» **Required action**: From the entries, return every line where the string "order" shows up.

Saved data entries

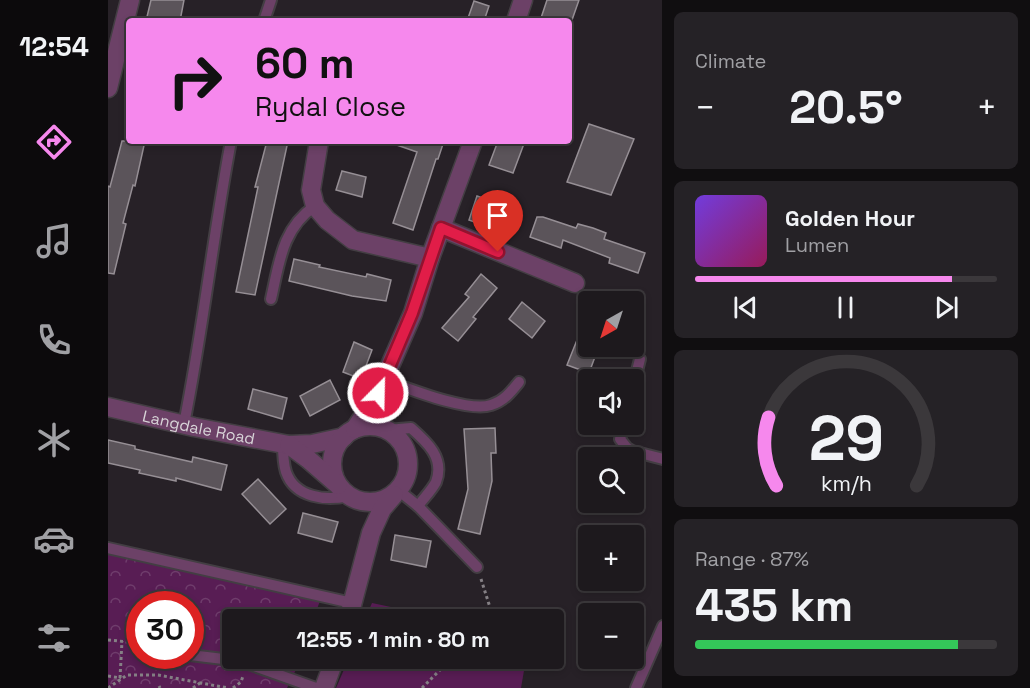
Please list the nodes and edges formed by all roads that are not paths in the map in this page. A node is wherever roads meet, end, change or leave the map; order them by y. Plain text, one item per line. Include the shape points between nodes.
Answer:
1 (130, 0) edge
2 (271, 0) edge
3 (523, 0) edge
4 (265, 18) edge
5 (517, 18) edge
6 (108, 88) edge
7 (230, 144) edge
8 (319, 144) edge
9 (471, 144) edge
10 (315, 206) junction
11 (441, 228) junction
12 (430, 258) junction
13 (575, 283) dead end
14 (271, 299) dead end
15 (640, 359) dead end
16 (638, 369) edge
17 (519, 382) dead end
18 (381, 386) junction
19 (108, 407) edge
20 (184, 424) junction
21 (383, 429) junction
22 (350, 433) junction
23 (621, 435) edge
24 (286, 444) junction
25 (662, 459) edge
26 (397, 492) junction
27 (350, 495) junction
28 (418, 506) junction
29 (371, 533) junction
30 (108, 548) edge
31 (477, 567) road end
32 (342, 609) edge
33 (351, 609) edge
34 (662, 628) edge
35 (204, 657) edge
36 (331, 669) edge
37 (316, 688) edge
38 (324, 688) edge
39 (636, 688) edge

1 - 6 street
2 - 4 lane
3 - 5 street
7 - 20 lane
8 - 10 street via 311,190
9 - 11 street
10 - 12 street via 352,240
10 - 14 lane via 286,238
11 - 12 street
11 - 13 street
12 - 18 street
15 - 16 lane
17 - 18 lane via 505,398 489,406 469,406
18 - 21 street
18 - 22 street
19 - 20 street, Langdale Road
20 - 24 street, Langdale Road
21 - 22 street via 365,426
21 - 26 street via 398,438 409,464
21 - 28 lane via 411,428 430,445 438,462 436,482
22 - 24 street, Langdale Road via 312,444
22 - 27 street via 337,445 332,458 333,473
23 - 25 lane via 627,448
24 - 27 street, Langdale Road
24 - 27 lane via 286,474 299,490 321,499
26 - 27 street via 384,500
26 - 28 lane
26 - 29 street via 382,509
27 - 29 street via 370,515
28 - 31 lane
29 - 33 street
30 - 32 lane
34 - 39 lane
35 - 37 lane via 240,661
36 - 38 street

==

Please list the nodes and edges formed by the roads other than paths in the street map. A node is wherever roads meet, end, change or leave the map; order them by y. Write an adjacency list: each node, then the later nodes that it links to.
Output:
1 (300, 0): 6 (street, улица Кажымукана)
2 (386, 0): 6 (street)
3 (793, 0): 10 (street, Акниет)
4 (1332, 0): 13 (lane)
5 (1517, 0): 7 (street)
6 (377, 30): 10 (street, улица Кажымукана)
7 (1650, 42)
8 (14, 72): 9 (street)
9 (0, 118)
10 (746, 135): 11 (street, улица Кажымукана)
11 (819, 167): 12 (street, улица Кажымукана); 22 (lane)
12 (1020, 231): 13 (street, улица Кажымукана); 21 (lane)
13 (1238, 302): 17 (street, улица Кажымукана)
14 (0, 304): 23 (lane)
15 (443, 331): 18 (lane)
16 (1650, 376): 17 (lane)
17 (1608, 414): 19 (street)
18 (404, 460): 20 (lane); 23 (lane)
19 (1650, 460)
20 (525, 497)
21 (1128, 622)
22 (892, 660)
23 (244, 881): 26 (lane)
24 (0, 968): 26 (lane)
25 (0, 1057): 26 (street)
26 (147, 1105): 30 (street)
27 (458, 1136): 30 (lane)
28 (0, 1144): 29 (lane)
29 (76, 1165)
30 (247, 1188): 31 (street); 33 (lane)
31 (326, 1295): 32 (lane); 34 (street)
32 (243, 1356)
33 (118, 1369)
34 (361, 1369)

» **Written answer**:
Please list the nodes and edges formed by all roads that are not paths in the map in this page. A node is wherever roads meet, end, change or leave the map; order them by y. Plain text, one item per line. Include the shape points between nodes.
Please list the nodes and edges formed by the roads other than paths in the street map. A node is wherever roads meet, end, change or leave the map; order them by y. Write an adjacency list: each node, then the later nodes that it links to.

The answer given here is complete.